Ampsin compte une population de 1,700 âmes et c'est là que les habitants d'un grand nombre de communes environnantes viennent prendre les trains.

Mais les arrêts des trains sont tellement rares, que le plus souvent les voyageurs sont obligés de descendre ou d'aller prendre les trains, soit à Huy, soit à Amay ; ce qui les force à faire inutilement un parcours de trois quarts de lieue.

Cependant, la gare d'Ampsin a une importance réelle, au point de vue des relations à desservir.

Il résulte, en effet, des renseignements pris par l'administration communale que, par mois, 600,000 kilogrammes sont expédiés d'Ampsin et que 120,000 kilogrammes y arrivent, ce qui porte le chiffre des recettes à 500 ou 600 francs par mois.

Le nombre des voyageurs, par mois, est de 2,100 au moins, par conséquent 70 environ par jour.

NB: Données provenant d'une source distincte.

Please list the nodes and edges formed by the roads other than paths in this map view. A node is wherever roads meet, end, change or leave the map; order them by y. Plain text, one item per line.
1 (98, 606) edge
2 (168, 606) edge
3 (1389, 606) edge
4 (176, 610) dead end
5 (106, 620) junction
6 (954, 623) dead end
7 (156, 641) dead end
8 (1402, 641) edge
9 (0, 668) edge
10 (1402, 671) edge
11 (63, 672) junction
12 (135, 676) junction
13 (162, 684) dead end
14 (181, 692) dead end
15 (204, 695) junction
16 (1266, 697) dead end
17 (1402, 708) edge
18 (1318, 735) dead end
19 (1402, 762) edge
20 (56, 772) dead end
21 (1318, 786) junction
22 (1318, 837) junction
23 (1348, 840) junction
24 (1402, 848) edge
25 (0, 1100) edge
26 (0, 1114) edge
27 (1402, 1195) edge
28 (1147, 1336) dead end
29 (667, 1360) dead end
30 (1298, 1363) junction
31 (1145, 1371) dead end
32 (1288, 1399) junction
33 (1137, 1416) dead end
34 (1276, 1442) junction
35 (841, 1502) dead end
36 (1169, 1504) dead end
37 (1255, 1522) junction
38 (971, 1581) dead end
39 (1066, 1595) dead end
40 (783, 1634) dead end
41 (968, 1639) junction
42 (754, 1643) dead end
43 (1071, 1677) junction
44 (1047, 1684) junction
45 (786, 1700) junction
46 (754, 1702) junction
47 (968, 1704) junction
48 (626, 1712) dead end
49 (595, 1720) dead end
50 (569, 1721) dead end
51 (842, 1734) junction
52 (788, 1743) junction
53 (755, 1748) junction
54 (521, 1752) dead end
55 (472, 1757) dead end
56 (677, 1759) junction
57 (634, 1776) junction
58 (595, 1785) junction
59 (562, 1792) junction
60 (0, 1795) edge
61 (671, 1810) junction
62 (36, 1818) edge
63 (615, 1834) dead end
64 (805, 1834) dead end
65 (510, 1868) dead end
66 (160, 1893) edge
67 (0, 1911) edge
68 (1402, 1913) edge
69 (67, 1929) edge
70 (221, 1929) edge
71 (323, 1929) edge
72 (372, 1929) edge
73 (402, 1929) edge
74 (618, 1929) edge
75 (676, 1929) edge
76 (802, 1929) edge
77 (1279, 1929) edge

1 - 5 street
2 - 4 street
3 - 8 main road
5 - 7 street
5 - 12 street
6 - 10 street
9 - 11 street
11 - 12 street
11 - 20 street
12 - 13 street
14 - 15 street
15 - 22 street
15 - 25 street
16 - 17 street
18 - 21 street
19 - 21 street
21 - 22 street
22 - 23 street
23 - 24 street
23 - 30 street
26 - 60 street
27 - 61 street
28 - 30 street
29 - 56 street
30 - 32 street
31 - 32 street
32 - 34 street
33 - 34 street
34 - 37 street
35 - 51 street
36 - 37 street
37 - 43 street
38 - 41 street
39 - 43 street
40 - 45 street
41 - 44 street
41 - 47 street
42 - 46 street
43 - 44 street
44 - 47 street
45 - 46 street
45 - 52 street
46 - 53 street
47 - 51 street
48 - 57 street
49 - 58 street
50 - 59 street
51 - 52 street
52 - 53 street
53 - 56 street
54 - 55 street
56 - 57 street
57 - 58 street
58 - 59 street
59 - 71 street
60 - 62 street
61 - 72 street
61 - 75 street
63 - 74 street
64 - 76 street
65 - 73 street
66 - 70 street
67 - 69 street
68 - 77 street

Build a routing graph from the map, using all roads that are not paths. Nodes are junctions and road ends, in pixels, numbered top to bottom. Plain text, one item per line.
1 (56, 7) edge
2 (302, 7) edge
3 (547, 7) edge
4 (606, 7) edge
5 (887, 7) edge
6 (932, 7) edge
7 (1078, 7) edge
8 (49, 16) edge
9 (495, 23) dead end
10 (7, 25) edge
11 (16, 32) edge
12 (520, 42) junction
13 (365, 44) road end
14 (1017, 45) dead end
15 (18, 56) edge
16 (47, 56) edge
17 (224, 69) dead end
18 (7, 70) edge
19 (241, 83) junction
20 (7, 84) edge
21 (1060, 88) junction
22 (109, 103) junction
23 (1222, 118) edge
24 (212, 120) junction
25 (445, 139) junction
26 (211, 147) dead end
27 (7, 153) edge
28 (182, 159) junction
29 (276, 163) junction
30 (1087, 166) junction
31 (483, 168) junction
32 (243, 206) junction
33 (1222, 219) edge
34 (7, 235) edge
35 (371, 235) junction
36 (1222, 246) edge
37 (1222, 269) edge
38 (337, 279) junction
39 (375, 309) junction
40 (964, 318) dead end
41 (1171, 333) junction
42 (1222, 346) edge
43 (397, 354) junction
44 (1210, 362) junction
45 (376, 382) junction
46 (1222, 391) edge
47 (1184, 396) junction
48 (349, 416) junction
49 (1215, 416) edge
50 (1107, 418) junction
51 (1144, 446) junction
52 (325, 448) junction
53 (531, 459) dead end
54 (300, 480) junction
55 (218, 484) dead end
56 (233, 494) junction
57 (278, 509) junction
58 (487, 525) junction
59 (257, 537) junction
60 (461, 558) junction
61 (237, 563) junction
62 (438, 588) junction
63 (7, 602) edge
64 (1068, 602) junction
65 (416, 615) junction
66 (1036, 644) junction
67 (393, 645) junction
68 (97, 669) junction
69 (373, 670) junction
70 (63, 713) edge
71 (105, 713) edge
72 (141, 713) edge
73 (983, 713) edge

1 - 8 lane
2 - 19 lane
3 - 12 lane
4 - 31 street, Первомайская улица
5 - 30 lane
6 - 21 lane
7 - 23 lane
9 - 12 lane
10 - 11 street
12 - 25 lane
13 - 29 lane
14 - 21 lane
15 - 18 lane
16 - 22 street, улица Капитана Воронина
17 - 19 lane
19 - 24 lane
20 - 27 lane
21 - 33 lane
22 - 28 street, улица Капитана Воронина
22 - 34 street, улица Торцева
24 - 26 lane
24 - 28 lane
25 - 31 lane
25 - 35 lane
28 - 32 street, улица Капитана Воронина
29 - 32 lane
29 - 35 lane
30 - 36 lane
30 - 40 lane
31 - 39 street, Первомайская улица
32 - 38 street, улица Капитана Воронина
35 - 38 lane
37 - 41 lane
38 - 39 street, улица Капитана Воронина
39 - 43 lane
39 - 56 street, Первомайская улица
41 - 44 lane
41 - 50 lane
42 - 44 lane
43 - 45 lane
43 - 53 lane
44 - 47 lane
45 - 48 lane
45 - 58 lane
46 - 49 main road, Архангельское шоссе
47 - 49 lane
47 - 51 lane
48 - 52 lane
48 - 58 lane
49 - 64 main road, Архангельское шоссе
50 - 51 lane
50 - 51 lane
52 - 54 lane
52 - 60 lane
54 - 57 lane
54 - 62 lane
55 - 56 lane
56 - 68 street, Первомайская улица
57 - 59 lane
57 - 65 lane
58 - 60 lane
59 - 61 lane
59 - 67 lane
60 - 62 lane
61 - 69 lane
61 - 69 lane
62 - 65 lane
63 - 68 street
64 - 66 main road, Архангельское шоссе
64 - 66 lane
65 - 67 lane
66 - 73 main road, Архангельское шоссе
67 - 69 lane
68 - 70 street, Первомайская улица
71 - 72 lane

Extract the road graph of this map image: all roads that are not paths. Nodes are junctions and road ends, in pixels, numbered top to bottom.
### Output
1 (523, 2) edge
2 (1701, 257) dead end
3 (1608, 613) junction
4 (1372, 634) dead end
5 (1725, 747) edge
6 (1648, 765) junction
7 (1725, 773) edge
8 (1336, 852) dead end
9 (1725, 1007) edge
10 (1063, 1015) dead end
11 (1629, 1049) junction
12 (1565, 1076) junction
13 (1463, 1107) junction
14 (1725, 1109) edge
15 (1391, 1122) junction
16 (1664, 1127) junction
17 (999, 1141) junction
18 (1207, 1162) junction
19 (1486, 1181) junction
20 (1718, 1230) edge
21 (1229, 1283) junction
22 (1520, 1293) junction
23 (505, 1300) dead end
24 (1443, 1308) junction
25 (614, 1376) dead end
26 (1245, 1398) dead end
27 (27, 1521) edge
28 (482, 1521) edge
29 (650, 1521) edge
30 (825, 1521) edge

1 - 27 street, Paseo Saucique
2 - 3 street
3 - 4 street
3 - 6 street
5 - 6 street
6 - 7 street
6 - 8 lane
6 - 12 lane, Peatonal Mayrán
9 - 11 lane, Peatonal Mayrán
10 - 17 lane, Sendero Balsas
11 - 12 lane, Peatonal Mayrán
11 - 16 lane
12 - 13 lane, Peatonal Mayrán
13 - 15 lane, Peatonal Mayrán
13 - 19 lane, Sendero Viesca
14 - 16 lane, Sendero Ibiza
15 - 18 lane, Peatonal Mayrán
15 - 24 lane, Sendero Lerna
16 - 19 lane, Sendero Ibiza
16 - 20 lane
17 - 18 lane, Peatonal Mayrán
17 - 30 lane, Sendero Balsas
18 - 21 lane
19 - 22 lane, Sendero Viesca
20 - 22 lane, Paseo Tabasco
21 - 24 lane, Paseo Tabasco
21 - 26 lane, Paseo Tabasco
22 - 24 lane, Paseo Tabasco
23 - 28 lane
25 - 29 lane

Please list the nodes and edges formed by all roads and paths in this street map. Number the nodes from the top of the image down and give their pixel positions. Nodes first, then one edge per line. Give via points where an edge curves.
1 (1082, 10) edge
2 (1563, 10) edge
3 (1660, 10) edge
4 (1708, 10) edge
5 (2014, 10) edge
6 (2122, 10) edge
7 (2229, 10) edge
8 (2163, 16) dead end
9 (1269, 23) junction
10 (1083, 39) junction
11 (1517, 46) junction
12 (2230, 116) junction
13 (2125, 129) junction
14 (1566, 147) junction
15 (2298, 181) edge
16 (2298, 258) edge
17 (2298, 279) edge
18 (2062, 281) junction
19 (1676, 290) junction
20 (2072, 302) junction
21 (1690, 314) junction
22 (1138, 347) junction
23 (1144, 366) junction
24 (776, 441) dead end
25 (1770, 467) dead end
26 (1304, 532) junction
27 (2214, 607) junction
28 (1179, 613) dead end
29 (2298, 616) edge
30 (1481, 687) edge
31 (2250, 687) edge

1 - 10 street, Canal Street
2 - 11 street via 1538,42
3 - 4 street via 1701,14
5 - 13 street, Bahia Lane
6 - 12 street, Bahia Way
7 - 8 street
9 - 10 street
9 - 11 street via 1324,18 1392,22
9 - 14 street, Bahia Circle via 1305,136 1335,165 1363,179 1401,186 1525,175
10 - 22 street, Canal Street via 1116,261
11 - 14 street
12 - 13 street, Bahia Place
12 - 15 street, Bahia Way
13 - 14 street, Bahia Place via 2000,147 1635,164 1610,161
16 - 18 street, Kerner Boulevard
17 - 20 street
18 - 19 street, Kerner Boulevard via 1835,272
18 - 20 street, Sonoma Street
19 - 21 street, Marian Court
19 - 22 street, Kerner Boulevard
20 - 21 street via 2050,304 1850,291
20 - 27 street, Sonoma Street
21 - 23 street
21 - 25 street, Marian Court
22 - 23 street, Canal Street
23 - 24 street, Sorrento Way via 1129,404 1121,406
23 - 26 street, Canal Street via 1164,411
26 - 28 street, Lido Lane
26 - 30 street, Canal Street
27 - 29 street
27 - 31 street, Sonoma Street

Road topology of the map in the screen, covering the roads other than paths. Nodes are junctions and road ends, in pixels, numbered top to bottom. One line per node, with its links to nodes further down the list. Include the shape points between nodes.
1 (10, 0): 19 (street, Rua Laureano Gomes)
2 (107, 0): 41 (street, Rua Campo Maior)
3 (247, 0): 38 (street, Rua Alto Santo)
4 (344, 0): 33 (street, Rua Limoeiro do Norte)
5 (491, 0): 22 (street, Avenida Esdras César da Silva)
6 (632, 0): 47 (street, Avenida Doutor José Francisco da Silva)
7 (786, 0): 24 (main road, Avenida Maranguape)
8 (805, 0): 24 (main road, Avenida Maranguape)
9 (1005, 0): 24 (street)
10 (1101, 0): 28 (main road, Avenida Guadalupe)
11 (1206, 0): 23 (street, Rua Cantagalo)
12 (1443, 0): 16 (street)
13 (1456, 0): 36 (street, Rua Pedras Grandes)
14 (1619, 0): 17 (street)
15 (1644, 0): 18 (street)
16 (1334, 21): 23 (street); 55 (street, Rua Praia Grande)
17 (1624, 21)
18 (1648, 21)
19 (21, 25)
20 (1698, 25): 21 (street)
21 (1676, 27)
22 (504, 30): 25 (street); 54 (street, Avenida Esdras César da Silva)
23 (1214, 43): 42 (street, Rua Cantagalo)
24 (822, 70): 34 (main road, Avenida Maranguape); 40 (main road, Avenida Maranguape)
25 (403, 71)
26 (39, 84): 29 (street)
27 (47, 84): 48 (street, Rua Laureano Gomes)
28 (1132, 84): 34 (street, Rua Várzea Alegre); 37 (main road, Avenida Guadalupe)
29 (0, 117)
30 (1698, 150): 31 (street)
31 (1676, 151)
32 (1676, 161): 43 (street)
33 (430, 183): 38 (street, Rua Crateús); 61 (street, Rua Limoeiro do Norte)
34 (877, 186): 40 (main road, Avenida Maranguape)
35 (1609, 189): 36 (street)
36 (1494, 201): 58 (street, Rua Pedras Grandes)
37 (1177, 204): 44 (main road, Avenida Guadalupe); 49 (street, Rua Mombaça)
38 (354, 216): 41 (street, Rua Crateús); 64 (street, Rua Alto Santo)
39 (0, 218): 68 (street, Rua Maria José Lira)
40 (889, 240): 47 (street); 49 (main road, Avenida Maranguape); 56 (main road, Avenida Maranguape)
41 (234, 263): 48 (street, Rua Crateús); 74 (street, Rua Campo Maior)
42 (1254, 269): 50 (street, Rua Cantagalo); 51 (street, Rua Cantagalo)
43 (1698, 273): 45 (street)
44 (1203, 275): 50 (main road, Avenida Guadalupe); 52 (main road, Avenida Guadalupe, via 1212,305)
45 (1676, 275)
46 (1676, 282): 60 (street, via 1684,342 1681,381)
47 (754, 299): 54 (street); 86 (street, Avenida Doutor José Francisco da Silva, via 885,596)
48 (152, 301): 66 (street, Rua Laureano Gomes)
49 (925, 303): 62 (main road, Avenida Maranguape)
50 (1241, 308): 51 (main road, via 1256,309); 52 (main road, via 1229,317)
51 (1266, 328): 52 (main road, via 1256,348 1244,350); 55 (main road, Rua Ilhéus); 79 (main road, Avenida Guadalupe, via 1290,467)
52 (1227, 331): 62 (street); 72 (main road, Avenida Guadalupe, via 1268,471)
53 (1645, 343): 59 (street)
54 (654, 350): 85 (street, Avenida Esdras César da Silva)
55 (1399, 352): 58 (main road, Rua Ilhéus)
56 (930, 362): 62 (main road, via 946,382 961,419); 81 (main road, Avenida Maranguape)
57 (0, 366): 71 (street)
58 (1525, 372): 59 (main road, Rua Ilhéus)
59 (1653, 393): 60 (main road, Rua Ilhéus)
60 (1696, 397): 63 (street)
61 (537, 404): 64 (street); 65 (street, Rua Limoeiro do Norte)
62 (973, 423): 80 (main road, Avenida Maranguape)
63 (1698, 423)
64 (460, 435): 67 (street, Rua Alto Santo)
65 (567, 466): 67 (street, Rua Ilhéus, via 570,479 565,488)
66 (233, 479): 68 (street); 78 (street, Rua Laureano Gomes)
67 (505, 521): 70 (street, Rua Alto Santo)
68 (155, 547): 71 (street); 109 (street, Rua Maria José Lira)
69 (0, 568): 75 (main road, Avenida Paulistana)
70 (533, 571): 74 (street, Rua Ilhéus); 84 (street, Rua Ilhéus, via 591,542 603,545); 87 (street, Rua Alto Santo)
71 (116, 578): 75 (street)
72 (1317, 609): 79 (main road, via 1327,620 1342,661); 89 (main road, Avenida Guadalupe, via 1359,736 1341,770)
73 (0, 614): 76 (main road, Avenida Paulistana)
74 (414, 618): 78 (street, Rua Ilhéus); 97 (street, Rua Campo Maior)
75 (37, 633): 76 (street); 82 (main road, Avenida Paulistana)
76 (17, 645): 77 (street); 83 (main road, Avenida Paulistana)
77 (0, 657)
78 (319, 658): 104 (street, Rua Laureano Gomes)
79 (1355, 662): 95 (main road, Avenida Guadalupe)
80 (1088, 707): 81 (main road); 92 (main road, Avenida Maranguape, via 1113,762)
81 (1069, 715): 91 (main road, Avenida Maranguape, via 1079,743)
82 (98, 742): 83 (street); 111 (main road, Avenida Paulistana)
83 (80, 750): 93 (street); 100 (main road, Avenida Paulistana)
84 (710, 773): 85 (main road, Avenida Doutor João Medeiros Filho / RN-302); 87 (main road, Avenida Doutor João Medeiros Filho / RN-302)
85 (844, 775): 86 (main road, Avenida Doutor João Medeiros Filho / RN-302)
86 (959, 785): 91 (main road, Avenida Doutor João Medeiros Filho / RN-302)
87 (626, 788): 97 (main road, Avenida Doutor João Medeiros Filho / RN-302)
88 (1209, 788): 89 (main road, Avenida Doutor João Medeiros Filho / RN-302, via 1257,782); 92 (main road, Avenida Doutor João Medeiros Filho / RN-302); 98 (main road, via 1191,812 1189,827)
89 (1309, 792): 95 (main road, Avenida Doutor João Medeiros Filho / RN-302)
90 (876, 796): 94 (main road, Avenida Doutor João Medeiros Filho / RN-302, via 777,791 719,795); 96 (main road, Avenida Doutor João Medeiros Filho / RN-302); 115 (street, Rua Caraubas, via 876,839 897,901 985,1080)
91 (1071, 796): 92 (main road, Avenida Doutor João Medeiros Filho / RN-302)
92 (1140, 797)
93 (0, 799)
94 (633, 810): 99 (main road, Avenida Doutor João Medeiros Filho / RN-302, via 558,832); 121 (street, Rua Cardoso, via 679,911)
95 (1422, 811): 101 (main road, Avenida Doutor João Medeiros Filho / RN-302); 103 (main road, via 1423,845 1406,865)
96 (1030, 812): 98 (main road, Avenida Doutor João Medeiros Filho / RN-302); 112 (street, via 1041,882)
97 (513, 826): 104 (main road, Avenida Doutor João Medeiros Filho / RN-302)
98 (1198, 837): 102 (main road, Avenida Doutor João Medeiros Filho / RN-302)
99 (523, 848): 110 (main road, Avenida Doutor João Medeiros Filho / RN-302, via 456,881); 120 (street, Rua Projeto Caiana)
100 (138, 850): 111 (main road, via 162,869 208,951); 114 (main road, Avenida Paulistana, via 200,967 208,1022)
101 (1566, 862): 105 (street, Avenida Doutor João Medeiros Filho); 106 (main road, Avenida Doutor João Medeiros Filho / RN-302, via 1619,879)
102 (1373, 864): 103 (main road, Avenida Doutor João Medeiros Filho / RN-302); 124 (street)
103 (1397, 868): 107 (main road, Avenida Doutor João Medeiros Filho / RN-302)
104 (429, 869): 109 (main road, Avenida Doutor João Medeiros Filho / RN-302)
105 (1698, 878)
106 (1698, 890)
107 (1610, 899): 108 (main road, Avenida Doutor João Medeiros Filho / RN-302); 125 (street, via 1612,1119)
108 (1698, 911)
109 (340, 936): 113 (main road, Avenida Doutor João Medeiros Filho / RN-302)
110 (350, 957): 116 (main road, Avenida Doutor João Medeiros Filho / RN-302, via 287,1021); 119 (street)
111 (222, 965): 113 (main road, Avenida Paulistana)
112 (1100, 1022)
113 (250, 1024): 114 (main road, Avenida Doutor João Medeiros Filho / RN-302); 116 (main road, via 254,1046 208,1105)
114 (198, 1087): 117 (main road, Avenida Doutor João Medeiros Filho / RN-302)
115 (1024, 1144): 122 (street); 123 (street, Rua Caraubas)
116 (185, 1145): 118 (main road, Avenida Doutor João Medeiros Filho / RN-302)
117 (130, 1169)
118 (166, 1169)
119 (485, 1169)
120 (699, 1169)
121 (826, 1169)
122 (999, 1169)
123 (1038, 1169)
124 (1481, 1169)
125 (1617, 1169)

Néanmoins, la gare d'Ampsin ne possède qu'une salle d'attente où huit personnes à peine peuvent s'asseoir (8 mètres carrés en superficie), et certains jours, il est impossible même à un quart des voyageurs d'y trouver place ; les autres doivent attendre sur la voie ferrée, exposés aux intempéries de l'air et aux accidents.

Le département des travaux publics ainsi que la compagnie du Nord reconnaissent l'insuffisance du bâtiment de la station pour les besoins actuels, et cette dernière promet de le faire agrandir ultérieurement.

Mais cet état de choses est intolérable, et il y a urgence de mettre la main à l'œuvre le plus tôt possible. Du moment que l'on reconnaît la nécessité d'un agrandissement, il importe de l'effectuer immédiatement afin d'éviter tous les inconvénients que présente l'état de choses actuel.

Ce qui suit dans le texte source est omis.